*AIM OF THE EXERCISE*.
Only the text is wanted; write out each record below exactly and exclude all pictures.

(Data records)
>>>

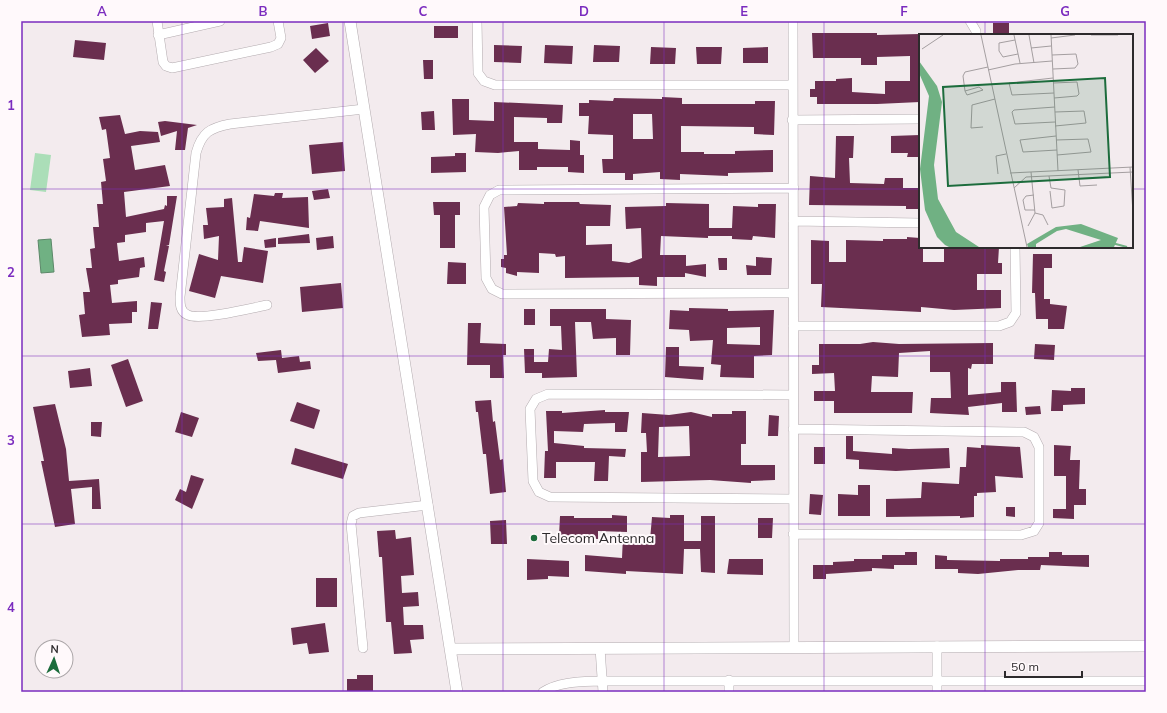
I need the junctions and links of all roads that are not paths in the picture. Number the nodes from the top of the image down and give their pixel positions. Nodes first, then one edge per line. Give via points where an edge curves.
1 (157, 21) edge
2 (220, 21) edge
3 (278, 21) edge
4 (350, 21) edge
5 (477, 21) edge
6 (793, 21) edge
7 (970, 21) edge
8 (976, 34) edge
9 (158, 35) junction
10 (794, 85) junction
11 (364, 109) junction
12 (919, 119) edge
13 (792, 120) junction
14 (794, 188) junction
15 (793, 221) junction
16 (919, 223) edge
17 (1015, 248) edge
18 (794, 293) junction
19 (267, 305) dead end
20 (793, 326) junction
21 (793, 395) junction
22 (793, 429) junction
23 (793, 498) junction
24 (428, 505) junction
25 (793, 534) junction
26 (937, 646) junction
27 (1146, 646) edge
28 (794, 647) junction
29 (363, 648) dead end
30 (600, 648) junction
31 (450, 649) junction
32 (729, 680) junction
33 (602, 681) junction
34 (937, 682) junction
35 (1146, 682) edge
36 (457, 692) edge
37 (543, 692) edge
38 (603, 692) edge
39 (729, 692) edge
40 (937, 692) edge

1 - 9 street
2 - 9 street
3 - 9 street via 281,38 278,44 172,68 162,62
4 - 11 street
5 - 10 street via 478,73 484,81 495,85
6 - 10 street
7 - 8 street
10 - 13 street
11 - 19 street via 230,124 206,132 199,142 180,297 182,310 187,315 203,317
11 - 24 street
12 - 13 street
13 - 14 street
14 - 15 street
14 - 18 street via 499,190 490,195 484,207 486,278 492,289 502,294
15 - 16 street
15 - 18 street
17 - 20 street via 1016,313 1010,322 1005,324
18 - 20 street
20 - 21 street
21 - 22 street
21 - 23 street via 548,394 536,399 530,409 533,481 539,492 550,497
22 - 23 street
22 - 25 street via 1024,432 1034,437 1039,447 1039,523 1034,531 1021,535
23 - 25 street
24 - 29 street via 359,512 353,516 351,524
24 - 31 street
25 - 28 street
26 - 27 street
26 - 28 street
26 - 34 street
28 - 30 street
30 - 31 street
30 - 33 street
31 - 36 street
32 - 33 street
32 - 34 street
32 - 39 street
33 - 37 street via 563,684
33 - 38 street
34 - 35 street
34 - 40 street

<<<

*YOUR SOLUTION*.
I need the junctions and links of all roads that are not paths in the picture. Number the nodes from the top of the image down and give their pixel positions. Nodes first, then one edge per line. Give via points where an edge curves.
1 (157, 21) edge
2 (220, 21) edge
3 (278, 21) edge
4 (350, 21) edge
5 (477, 21) edge
6 (793, 21) edge
7 (970, 21) edge
8 (976, 34) edge
9 (158, 35) junction
10 (794, 85) junction
11 (364, 109) junction
12 (919, 119) edge
13 (792, 120) junction
14 (794, 188) junction
15 (793, 221) junction
16 (919, 223) edge
17 (1015, 248) edge
18 (794, 293) junction
19 (267, 305) dead end
20 (793, 326) junction
21 (793, 395) junction
22 (793, 429) junction
23 (793, 498) junction
24 (428, 505) junction
25 (793, 534) junction
26 (937, 646) junction
27 (1146, 646) edge
28 (794, 647) junction
29 (363, 648) dead end
30 (600, 648) junction
31 (450, 649) junction
32 (729, 680) junction
33 (602, 681) junction
34 (937, 682) junction
35 (1146, 682) edge
36 (457, 692) edge
37 (543, 692) edge
38 (603, 692) edge
39 (729, 692) edge
40 (937, 692) edge

1 - 9 street
2 - 9 street
3 - 9 street via 281,38 278,44 172,68 162,62
4 - 11 street
5 - 10 street via 478,73 484,81 495,85
6 - 10 street
7 - 8 street
10 - 13 street
11 - 19 street via 230,124 206,132 199,142 180,297 182,310 187,315 203,317
11 - 24 street
12 - 13 street
13 - 14 street
14 - 15 street
14 - 18 street via 499,190 490,195 484,207 486,278 492,289 502,294
15 - 16 street
15 - 18 street
17 - 20 street via 1016,313 1010,322 1005,324
18 - 20 street
20 - 21 street
21 - 22 street
21 - 23 street via 548,394 536,399 530,409 533,481 539,492 550,497
22 - 23 street
22 - 25 street via 1024,432 1034,437 1039,447 1039,523 1034,531 1021,535
23 - 25 street
24 - 29 street via 359,512 353,516 351,524
24 - 31 street
25 - 28 street
26 - 27 street
26 - 28 street
26 - 34 street
28 - 30 street
30 - 31 street
30 - 33 street
31 - 36 street
32 - 33 street
32 - 34 street
32 - 39 street
33 - 37 street via 563,684
33 - 38 street
34 - 35 street
34 - 40 street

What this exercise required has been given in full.